The paper tackles the problem of single-view 3D shape reconstruction, which is challenging due to occlusions, by proposing a framework that uses Vision Transformer and CLIP features to map to a 3D generative model, achieving view-agnostic reconstruction with demonstrated effectiveness on ShapeNetV2 compared to state-of-the-art methods.

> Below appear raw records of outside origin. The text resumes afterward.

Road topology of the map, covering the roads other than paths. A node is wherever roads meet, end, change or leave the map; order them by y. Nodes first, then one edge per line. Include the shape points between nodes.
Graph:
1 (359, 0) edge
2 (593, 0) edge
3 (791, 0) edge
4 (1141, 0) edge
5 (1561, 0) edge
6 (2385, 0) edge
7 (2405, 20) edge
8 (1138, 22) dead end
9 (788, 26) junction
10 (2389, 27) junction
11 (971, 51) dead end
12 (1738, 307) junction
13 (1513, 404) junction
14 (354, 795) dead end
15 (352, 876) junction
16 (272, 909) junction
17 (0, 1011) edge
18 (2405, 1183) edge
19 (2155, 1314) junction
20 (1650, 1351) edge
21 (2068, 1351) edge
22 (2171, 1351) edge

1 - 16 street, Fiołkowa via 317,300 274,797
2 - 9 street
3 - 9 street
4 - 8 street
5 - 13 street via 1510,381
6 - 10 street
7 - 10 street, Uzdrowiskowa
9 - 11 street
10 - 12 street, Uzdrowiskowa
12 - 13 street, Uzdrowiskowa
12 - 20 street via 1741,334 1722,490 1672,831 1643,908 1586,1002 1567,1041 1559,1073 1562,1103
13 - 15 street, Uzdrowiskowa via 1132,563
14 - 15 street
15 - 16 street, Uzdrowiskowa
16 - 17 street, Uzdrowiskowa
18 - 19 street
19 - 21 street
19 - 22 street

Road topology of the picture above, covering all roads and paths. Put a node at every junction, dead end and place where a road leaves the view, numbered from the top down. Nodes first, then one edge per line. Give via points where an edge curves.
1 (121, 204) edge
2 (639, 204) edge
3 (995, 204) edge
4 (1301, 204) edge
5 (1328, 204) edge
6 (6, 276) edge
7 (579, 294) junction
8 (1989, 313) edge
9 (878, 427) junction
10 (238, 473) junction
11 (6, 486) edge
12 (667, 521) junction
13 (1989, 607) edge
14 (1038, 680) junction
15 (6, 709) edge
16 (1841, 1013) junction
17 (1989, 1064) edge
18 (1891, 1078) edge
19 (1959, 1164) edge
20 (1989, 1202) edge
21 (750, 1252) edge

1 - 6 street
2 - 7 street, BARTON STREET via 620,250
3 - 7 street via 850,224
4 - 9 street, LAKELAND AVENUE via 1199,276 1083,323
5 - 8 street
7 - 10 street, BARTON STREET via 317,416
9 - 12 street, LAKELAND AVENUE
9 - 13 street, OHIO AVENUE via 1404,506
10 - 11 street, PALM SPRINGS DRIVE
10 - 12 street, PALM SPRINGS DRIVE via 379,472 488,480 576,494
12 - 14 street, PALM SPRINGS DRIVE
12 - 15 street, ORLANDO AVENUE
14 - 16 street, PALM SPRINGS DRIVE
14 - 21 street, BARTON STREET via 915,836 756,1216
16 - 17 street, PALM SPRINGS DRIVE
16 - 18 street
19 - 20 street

Computer graphics, 3D computer vision and robotics communities have produced multiple approaches to represent and generate 3D shapes, as well as a vast number of use cases. However, single-view reconstruction remains a challenging topic that can unlock various interesting use cases such as interactive design. In this work, we propose a novel framework that leverages the intermediate latent spaces of Vision Transformer (ViT) and a joint image-text representational model, CLIP, for fast and efficient Single View Reconstruction (SVR). More specifically, we propose a novel mapping network architecture that learns a mapping between deep features extracted from ViT and CLIP, and the latent space of a base 3D generative model. Unlike previous work, our method enables view-agnostic reconstruction of 3D shapes, even in the presence of large occlusions. We use the ShapeNetV2 dataset and perform extensive experiments with comparisons to SOTA methods to demonstrate our method's effectiveness.